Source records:
——————

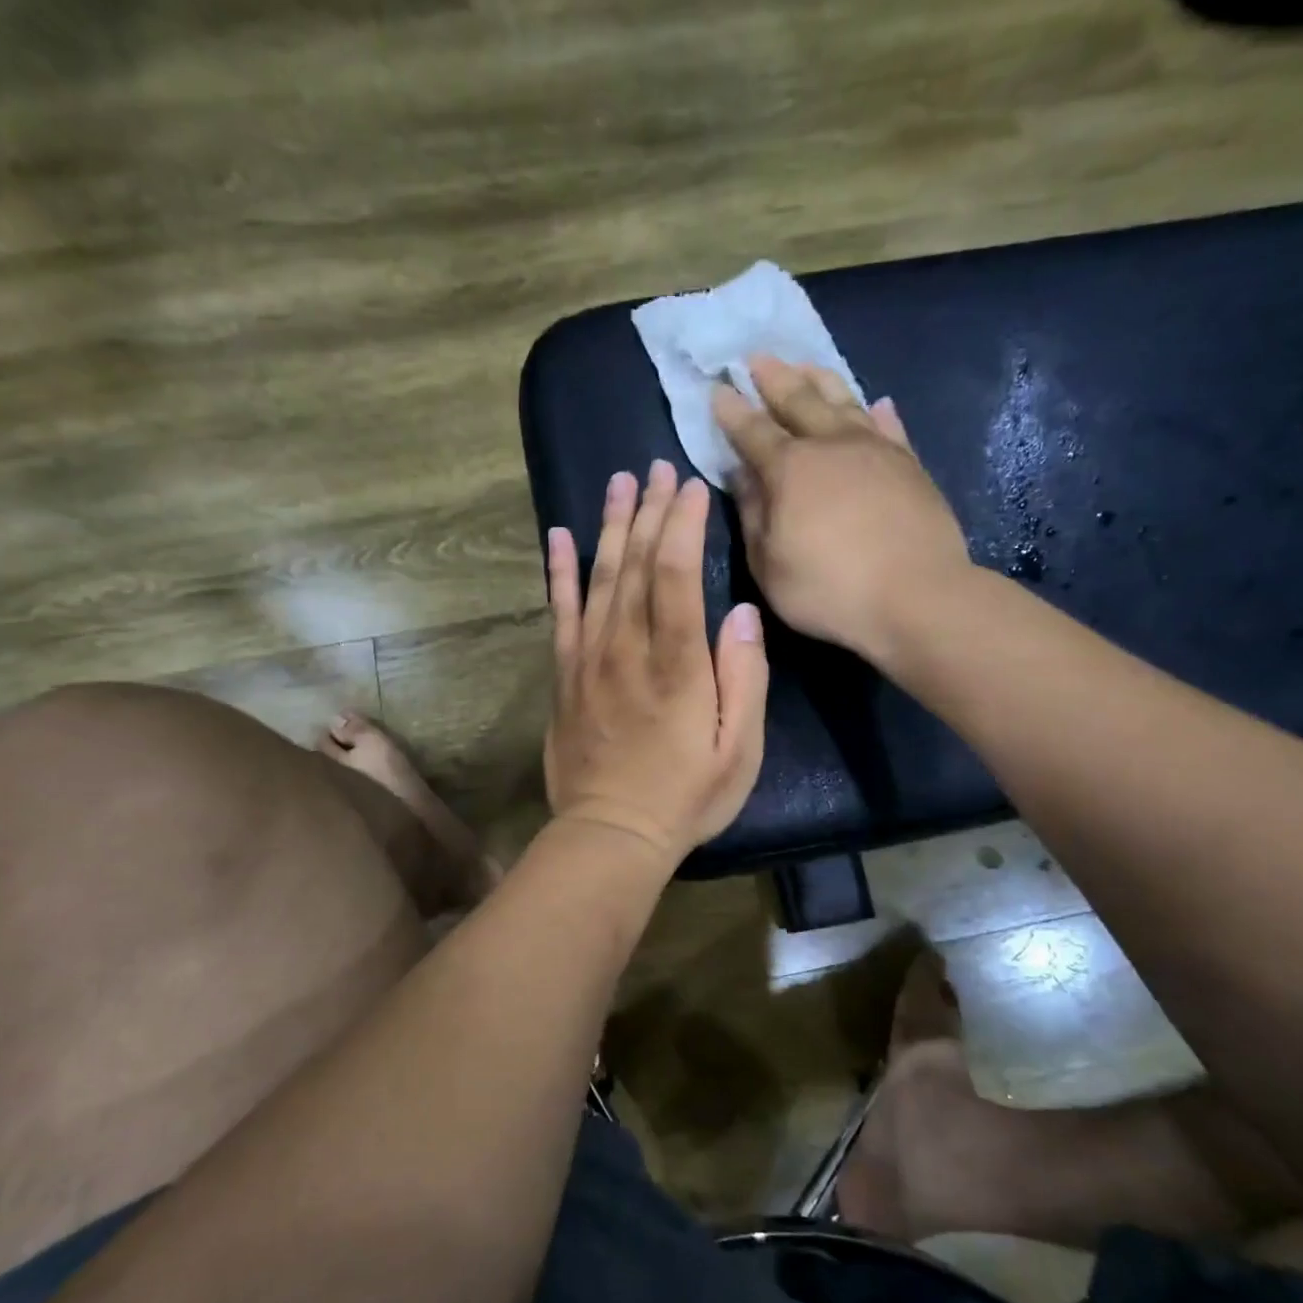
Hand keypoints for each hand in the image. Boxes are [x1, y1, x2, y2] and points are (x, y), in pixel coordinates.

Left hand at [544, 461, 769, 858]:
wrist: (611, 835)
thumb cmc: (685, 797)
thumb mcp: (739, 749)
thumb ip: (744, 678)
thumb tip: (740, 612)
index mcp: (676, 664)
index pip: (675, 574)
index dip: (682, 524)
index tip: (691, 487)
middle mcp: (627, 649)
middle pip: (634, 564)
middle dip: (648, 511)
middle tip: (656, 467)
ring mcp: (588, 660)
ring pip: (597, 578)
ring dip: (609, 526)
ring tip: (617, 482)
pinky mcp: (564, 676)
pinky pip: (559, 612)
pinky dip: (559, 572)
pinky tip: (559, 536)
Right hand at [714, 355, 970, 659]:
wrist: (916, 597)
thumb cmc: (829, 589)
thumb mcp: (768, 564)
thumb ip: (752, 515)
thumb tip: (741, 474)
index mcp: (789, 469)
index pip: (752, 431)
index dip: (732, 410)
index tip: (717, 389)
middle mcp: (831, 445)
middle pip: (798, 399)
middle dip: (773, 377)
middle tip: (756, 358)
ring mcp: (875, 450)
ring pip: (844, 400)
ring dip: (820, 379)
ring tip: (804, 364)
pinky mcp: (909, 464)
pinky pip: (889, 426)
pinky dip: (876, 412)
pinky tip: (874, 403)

——————

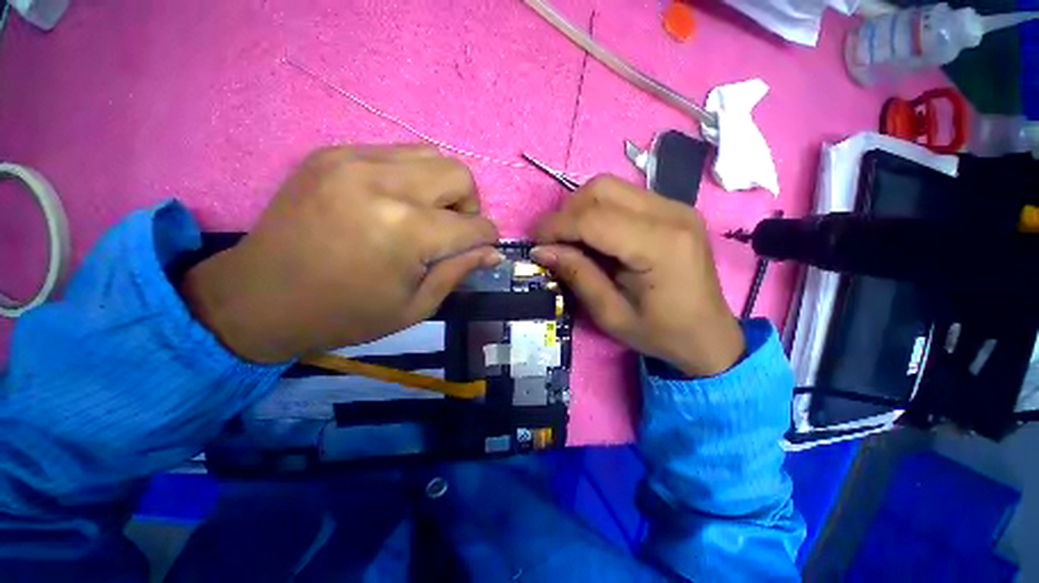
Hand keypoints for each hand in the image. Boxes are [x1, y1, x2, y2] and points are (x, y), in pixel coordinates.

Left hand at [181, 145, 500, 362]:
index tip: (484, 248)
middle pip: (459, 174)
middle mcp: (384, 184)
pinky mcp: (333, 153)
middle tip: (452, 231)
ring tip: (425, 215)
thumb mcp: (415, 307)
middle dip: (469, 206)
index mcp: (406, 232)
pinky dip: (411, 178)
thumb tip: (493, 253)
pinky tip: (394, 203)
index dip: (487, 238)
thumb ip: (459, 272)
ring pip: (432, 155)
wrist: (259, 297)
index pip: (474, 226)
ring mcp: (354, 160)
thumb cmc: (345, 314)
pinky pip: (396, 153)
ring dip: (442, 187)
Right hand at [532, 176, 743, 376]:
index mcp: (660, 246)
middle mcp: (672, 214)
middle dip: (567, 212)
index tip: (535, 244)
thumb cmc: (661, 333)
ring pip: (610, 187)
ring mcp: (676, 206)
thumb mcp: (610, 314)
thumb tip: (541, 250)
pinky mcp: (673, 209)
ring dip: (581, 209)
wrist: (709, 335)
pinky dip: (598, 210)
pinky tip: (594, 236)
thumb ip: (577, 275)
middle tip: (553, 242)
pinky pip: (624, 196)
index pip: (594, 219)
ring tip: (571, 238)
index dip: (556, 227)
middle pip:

——————

PROMPT ::
Please find each line in the records above that holds the word "hand", and copy it.

WRITTEN RESPONSE ::
Hand keypoints for each hand in the image. Boxes are [x1, y1, x2, y2] and points are (x, y), in pixel coordinates.
Left hand at [544, 461, 769, 858]:
Right hand at [714, 355, 970, 659]:
Hand keypoints for each hand in the image. Boxes are [x1, y1, x2, y2] and points are (x, y), in pixel coordinates.
Left hand at [181, 145, 500, 362]:
Right hand at [532, 176, 743, 376]:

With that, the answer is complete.